Looking back at the only Pitamaha

Published: 25th July 2013 10:49 AM  |   Last Updated: 25th July 2013 10:49 AM   |  A+A-


Few personalities have been increasingly synonymous with their birthplaces than the late Carnatic doyen Srinivasa Iyer has been with the hamlet in Tiruvarur district, Semmangudi. And for good reason too, for the contributions of the master musician have been nothing short of astonishing.

On the occasion of his 105th birth anniversary, if his career were to be shrunk to a bullet-box, it would read as follows – playing mentor to a host of musicians such as M S Subbulakshmi, T N Krishnan and Vikku Vinayakram; popularising some rare compositions and holding posts of academic eminence in a career that spanned over six decades; and being informally referred to as the Pitamaha (founding father) of Carnatic music.
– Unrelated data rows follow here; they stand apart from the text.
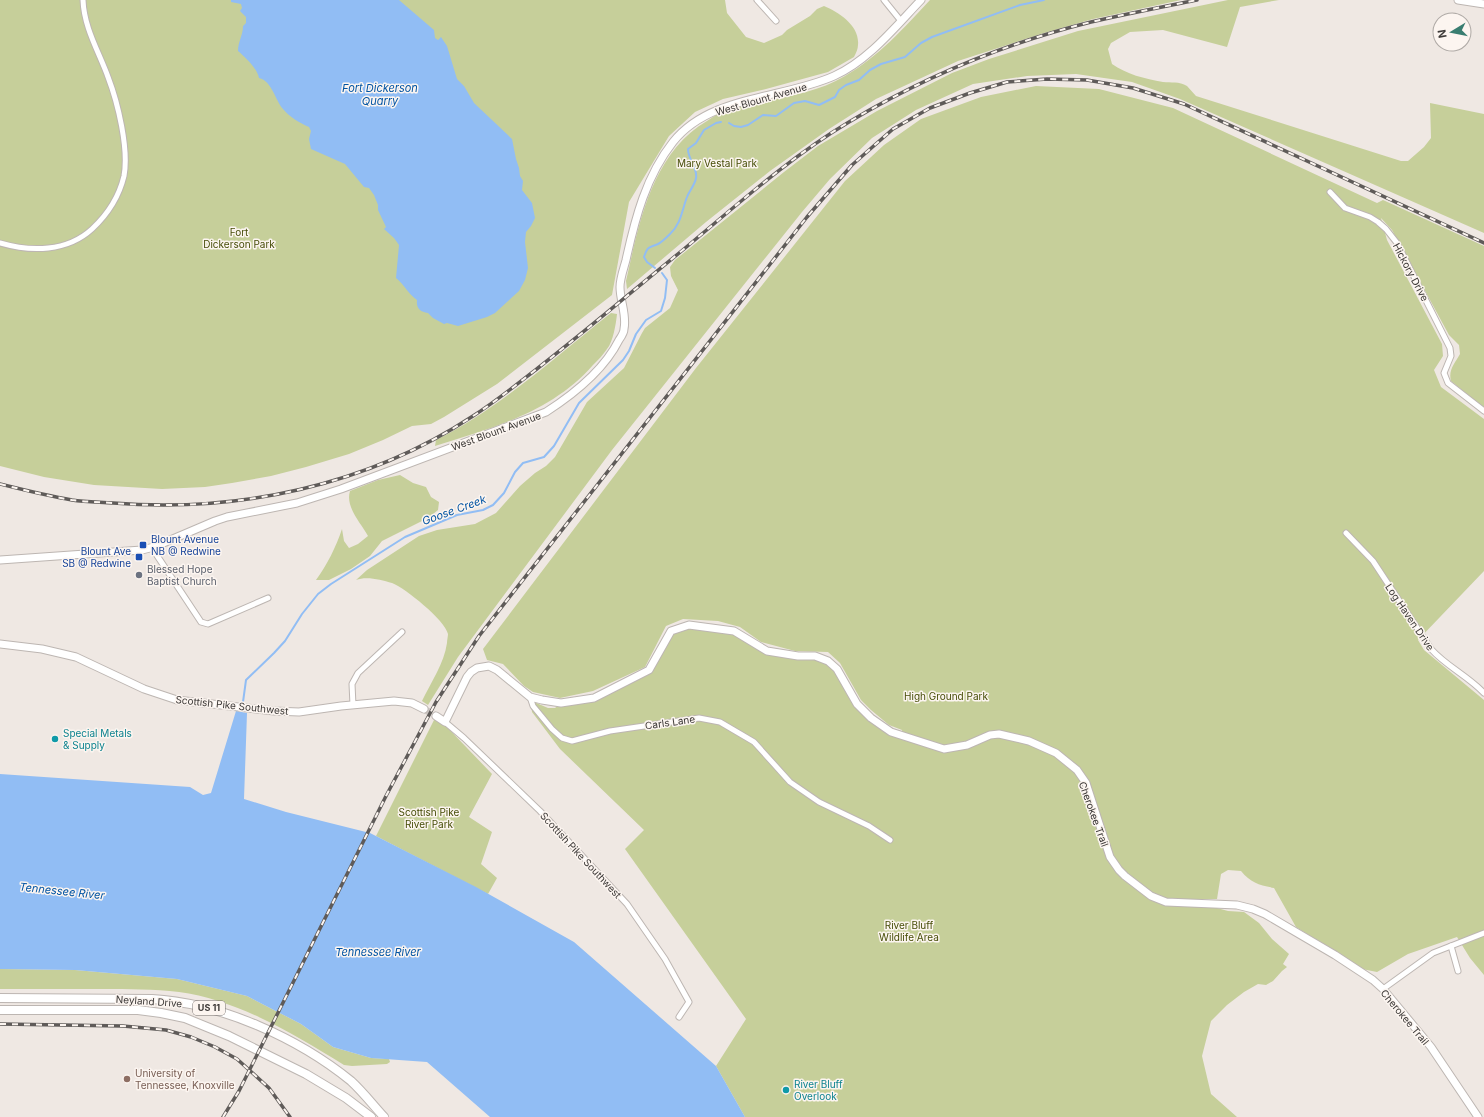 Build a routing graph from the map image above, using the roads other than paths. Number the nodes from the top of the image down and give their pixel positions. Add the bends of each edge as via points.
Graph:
1 (83, 0) edge
2 (758, 0) edge
3 (884, 0) edge
4 (921, 0) edge
5 (1458, 0) edge
6 (1484, 4) edge
7 (776, 21) dead end
8 (901, 21) junction
9 (1330, 192) dead end
10 (0, 243) edge
11 (1484, 411) edge
12 (1346, 533) dead end
13 (154, 547) junction
14 (0, 560) edge
15 (268, 598) dead end
16 (402, 632) dead end
17 (0, 644) edge
18 (1484, 692) edge
19 (530, 697) junction
20 (353, 705) junction
21 (424, 709) tunnel mouth
22 (436, 716) tunnel mouth
23 (445, 722) junction
24 (890, 840) dead end
25 (1484, 933) edge
26 (1451, 946) junction
27 (1458, 971) dead end
28 (1383, 989) junction
29 (0, 998) edge
30 (0, 1010) edge
31 (679, 1017) dead end
32 (371, 1117) edge
33 (384, 1117) edge
34 (1478, 1117) edge

1 - 10 street via 86,22 108,78 121,122 125,159 120,190 104,218 73,243 28,249
2 - 7 street
3 - 8 street
4 - 8 street, West Blount Avenue
5 - 6 street
8 - 13 street, West Blount Avenue via 864,57 835,76 794,90 719,109 693,124 674,141 652,175 632,232 620,286 624,330 613,352 563,401 529,420 341,489 297,503 227,517
9 - 11 street, Hickory Drive via 1345,208 1378,222 1397,244 1450,348 1451,356 1444,373 1448,383
12 - 18 street, Log Haven Drive via 1373,561 1431,649
13 - 14 street, West Blount Avenue via 130,552
13 - 15 street via 156,554 201,622 208,624
16 - 20 street via 358,673 352,684
17 - 20 street, Scottish Pike Southwest via 42,649 76,657 177,700 299,712
19 - 23 street, Cherokee Trail via 497,670 489,666 477,668 464,683
19 - 24 street, Carls Lane via 552,729 562,738 572,741 610,731 699,718 720,722 754,742 790,782 819,802 869,826
19 - 28 street, Cherokee Trail via 561,703 594,698 649,670 671,631 689,625 734,631 767,651 815,656 828,661 837,669 857,704 891,732 944,749 967,745 999,734 1029,741 1056,752 1077,770 1086,783 1110,857 1119,870 1151,896 1166,902 1237,905 1259,912 1335,955
20 - 21 street, Scottish Pike Southwest via 403,702
22 - 23 street, Scottish Pike Southwest
23 - 31 street, Scottish Pike Southwest via 540,811 627,904 665,959 690,1002
25 - 26 street
26 - 27 street
26 - 28 street via 1433,953
28 - 34 street, Cherokee Trail via 1431,1047
29 - 33 main road, Neyland Drive / US 11 via 152,999 206,1007 258,1026 326,1063 361,1091
30 - 32 main road, Neyland Drive / US 11 via 138,1010 185,1018 229,1036 306,1074 346,1098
However, it was his affable nature, and not his mastery over music, that people associated with him, rate as his hallmark. As noted historian V Sriram, who has co-authored a book on the musician, puts it – it was an inherent nature to network with others. “His network was phenomenal and most of his contemporaries were friendly with him. In fact, he would have succeeded in any profession that he chose. For he was practicing whatever we learn in modern management.”

He relates a personal incident in support of this view. “When I had gone to meet him for the first time, in 2002, he enquired about me, and all it took was me to mention a couple of my relative’s names. He instantly recollected some of the names of my other relatives, and some experiences.”

However, it was no bed of roses for this budding musician, who, barely in his teens, gave his first concert in 1926. Sriram says that the musician’s achievements were significant as he had to overcome a voice disorder early in his life. “He never took the audience for granted and none of his concerts were below-par. “His raga-alapanas and handling of swaras were immaculate.”

For Vikku Vinaykram, what stands out was his encouragement to junior artistes. When he accompanied the vocalist in a concert in the early 1960s, so impressed was Semmangudi with his prowess over the ghatam that he remarked, “From now on, you must accompany M S Subbulakshmi in her concerts.” Vinayakram performed at a concert alongside her  at the Music Academy in 1966, to thundering ovation. “After this I got noticed, started travelling abroad, performed at the UN, and won Grammys. All this may not have been possible without his guidance.”